In the 1783 Legislature of North Carolina assembled at Hillsboro they passed legislation to create and erect the County of Davidson in the Cumberland Settlement, naming it in honor of Colonel Davidson who was killed on the Catawba while trying to check the progress of the British in pursuit of General Morgan on his march from the Battle of Cowpens. This same legislature also established a town on the bluff and called it Nashborough (later Nashville), in honor of General Francis Nash, who fell at the head of his regiment at the Battle of Germantown.

SoJo-Germantown

“His career was a brief, but a brilliant one,” one historian wrote. “It is unquestionably true that there was no officer of the American Revolution who acquired in the same period a more solid reputation for soldierly qualities, or who died more universally regretted than he.” [1]

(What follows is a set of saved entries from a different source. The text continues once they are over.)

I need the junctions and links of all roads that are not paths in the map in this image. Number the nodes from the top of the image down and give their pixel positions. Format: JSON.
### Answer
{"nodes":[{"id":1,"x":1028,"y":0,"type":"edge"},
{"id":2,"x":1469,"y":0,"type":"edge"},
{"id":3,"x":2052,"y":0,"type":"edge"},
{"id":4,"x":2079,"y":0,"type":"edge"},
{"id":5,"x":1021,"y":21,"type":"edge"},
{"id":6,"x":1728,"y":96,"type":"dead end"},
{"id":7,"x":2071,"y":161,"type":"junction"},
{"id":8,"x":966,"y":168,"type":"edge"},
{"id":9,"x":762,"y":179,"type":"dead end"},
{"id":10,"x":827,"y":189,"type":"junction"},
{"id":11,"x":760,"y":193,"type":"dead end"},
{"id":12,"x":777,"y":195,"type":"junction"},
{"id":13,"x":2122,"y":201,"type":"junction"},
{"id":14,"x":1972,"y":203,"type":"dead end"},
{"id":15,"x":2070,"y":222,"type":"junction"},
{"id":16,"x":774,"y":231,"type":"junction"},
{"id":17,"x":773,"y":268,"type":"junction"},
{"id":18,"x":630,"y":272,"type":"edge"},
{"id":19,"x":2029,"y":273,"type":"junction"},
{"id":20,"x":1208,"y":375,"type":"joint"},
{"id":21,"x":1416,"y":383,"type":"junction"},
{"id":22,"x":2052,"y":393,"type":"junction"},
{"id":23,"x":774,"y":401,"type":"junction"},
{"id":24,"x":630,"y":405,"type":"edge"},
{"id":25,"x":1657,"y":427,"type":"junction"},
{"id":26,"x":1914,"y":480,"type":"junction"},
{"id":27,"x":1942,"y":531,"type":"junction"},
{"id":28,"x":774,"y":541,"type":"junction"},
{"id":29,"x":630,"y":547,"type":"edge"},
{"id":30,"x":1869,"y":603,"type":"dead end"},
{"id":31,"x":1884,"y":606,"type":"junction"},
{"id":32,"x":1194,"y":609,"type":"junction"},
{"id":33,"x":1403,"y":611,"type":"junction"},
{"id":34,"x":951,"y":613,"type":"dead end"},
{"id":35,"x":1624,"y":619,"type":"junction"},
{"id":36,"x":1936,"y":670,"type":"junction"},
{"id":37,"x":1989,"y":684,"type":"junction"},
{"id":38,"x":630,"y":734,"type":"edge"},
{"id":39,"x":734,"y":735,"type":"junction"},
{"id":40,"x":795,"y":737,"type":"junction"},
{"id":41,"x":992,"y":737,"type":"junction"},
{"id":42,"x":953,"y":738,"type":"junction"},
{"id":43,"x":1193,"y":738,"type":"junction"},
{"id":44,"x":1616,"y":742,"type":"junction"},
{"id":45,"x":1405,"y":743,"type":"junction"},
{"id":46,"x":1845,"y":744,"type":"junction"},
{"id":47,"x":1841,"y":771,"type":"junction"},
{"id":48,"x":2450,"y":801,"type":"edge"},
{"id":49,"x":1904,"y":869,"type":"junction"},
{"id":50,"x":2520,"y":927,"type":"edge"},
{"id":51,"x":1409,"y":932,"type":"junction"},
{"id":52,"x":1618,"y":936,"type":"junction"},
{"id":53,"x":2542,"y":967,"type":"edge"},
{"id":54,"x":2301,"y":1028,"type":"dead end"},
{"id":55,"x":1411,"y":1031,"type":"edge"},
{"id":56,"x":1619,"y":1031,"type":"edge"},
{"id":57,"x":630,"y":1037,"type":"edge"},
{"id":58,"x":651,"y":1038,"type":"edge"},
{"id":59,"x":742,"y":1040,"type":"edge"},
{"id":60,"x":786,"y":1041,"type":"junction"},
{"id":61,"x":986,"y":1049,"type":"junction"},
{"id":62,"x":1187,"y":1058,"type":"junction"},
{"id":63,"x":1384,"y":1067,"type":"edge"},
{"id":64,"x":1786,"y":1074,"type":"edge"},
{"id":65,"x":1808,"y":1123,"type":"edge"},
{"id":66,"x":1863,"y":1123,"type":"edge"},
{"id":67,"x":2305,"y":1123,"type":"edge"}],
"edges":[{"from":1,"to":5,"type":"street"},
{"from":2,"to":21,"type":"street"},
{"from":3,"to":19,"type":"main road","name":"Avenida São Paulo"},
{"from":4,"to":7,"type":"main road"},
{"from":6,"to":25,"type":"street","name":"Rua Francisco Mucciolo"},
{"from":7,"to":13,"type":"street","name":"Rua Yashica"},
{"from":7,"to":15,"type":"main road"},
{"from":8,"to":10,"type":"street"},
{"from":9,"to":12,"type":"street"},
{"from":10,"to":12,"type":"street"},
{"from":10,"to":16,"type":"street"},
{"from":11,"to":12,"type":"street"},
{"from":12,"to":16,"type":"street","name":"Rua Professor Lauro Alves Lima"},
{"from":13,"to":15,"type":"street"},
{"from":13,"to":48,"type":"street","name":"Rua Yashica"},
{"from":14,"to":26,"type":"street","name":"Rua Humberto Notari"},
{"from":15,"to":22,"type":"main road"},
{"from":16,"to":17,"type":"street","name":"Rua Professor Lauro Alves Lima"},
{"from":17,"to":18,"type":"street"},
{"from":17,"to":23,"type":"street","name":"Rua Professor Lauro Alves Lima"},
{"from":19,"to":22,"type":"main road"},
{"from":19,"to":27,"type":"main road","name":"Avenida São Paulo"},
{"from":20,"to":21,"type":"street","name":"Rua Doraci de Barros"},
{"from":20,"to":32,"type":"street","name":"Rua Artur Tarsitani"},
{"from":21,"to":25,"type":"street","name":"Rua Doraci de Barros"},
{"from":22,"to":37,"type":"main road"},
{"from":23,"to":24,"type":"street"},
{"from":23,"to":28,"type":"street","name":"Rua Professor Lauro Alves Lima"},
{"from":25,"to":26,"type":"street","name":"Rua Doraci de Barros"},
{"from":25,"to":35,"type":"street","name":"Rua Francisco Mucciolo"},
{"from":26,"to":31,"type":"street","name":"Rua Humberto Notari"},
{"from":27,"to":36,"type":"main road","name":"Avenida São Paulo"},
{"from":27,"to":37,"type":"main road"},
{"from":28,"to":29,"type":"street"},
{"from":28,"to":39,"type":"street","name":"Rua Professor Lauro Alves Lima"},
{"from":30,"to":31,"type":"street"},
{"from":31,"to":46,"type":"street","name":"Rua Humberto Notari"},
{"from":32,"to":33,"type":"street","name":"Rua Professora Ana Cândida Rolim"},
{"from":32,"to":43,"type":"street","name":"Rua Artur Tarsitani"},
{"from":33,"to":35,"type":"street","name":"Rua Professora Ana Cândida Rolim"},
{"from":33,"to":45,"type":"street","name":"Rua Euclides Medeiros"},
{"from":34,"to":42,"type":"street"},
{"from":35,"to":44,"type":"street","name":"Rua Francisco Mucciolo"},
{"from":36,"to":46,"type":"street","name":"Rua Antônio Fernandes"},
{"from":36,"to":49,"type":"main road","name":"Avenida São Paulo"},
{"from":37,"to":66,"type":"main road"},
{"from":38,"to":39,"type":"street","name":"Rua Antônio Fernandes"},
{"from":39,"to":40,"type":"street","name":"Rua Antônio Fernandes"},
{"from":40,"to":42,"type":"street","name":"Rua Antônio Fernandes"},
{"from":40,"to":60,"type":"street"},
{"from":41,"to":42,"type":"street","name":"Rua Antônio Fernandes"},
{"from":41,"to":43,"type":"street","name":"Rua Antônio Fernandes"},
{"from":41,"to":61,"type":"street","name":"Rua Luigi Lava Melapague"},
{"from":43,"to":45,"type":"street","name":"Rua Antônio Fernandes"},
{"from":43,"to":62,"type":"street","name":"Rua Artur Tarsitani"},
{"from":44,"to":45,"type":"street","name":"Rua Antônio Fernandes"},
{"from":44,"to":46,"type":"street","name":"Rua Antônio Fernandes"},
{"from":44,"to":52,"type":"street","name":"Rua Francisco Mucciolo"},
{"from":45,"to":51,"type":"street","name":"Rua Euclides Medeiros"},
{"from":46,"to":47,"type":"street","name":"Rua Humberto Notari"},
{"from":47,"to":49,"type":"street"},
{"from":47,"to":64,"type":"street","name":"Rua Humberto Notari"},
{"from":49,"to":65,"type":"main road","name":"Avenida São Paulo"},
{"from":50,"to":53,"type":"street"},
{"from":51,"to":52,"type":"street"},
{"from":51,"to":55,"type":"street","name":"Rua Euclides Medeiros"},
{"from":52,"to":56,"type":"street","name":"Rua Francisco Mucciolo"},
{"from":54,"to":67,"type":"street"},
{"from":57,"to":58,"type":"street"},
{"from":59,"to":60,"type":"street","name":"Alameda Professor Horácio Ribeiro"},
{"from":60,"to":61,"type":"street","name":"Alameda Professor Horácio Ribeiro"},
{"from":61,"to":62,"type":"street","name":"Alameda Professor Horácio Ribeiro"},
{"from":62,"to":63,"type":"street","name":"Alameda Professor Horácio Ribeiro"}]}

At his death, one of his friends described Nash as “One of the most enlightened, liberal and magnanimous gentlemen that ever sacrificed his life for his country.” [2]

Nash Marker

Marker near Francis Nash home in Hillsborough, North Carolina,
directs tourists to the home of the man for whom Nashville was named.

 

[1] Moffitt, Mrs. E. E. The North Carolina Booklet: Great Events in North Carolina History. 14. North Carolina Society, Daughters of the Revolution, 1914. 87.

[2] Broadwater, Robert P. American generals of the Revolutionary War: a biographical dictionary. McFarland & Co.: 2007. 97. Print.